Esta argumentación, su verbo fácil, un tipo de discurso atrayente y la fama que ya le precedía de su éxito en los negocios, hizo que se convirtiera en una líder del movimiento feminista por mérito propio.

Las feministas del momento tales como Susan B. Anthony o Isabella Beecher Hooker, vieron en ella un nuevo empuje a la causa.  Pero no todas la veían con los mismos buenos ojos, así Lucy Stone dudaba plenamente de ella. Tal vez el tema del amor libre es el que les causaba más rechazo.

Con todos estos apoyos, en 1871, presenta su candidatura a la presidencia del país, y fue nominada a la presidencia por el Partido por la Igualdad de Derecho en mayo de 1872, siendo posteriormente ratificada. Y como ella misma dirá: “Presentar mi candidatura ha tenido ya un gran efecto, porque ha obligado a la gente a plantearse la cuestión ¿Y por qué no? Ese es ya un servicio útil que he prestado a las mujeres”.

No todos los autores están de acuerdo en que fuera la primera mujer que postulara a la presidencia de Estados Unidos, aunque en la prensa sale como tal, alegando que era mujer, entre otras cosas.

La prensa buscará el punto en el cual criticarla y defenestrarla, este será su apoyo incondicional al amor libre, y de hecho Victoria dedicó un número de Woodhull & Claflin’s Weekly (en noviembre de 1872) a explicar con gran lujo de detales la relación adúltera entre una feligresa, Elizabeth Tilton, y el reverendo Henry Ward Beecher, un prominente ministro protestante en Brooklyn.

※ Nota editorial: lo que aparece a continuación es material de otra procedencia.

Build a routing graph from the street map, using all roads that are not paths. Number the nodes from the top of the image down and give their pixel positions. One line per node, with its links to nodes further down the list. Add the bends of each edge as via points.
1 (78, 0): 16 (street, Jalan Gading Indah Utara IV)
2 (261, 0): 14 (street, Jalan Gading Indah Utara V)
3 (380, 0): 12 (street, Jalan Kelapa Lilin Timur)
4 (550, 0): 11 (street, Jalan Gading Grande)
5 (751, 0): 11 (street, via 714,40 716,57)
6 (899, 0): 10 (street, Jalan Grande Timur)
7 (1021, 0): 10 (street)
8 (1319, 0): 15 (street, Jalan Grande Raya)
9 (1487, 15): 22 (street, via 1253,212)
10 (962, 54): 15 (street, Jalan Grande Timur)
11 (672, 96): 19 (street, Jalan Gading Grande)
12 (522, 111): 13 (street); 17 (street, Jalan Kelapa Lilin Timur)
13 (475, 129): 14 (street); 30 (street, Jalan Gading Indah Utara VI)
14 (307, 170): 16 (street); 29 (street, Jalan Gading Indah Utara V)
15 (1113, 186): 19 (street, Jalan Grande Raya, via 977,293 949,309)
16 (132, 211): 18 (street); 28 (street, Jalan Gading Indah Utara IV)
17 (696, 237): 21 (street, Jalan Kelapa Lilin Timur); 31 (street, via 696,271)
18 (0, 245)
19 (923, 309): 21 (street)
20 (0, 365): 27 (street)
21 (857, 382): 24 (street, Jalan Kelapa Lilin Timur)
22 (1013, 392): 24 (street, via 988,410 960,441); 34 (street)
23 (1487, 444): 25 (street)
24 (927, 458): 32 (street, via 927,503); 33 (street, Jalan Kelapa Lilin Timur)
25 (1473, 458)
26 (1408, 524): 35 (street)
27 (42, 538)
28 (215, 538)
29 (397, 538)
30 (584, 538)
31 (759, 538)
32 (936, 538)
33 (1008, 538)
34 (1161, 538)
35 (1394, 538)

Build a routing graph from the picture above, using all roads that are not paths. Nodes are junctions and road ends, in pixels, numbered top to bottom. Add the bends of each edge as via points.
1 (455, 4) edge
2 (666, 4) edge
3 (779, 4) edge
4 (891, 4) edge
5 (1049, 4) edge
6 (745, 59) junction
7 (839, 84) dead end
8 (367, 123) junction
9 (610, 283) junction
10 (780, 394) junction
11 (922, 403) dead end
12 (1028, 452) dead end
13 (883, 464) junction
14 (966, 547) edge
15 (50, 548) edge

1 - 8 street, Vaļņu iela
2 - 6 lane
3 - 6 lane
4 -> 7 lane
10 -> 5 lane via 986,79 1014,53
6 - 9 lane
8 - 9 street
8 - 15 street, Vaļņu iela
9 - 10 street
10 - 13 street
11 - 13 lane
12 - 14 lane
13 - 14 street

Con este hecho llegó el escándalo, fue arrestada juntamente con su marido y su hermana, siendo acusados de publicar obscenidades.  Ellas, Victoria y Tennie, son llevadas a la cárcel de Ludlow Street, donde permanecerán durante un mes, y en esa cárcel pasó el día de las elecciones. Seis meses después los tres fueron absueltos por tecnicismos, pero no les libro del pago de una fianza y multas.

Victoria, al relatar esta historia en su diario, no deseaba hablar de la moralidad, sino de la libertad que implicaba el amor libre.

En 1876, Victoria se divorcia de su marido, y continua su vida y sus conferencias teniendo siempre al lado a su hermana Tennie.  Pero el juicio y los pagos la habían dejado nuevamente en la ruina y en 1877 las dos hermanas se van a Inglaterra a comenzar de nuevo.  En Londres da conferencias, y comienza una nueva etapa.

A una de sus conferencias acude un banquero llamado John Biddulph Martin, comenzando una relación y casándose en 1883, a partir de ahora se hará llamar Victoria Woodhull Martin, comenzando una nueva actividad: una revista The Humanitarian, que publicará desde 1892 hasta 1901, pues fue ese año en el que fallece su tercer marido y se retira al campo, concretamente a Bredon’s Norton, Worcestershire, Inglaterra. Falleciendo en 1927 en esta última residencia a la edad de 88 años

Sin lugar a dudas fue una mujer decidida, valiente y controvertida, puede que incluso la podamos considerar por sus ideas una adelantada a su tiempo, ya que abogaba por una libertad plena de las mujeres, en un momento en el que estas eran seres ignorados y silenciados.

Abogó por la igualdad de educación para las mujeres, el derecho de las mujeres al voto y el derecho de las mujeres a controlar sus propias decisiones de salud. Sobre todo, criticó el ideal victoriano de que el lugar de las mujeres sea lo más importante en el hogar.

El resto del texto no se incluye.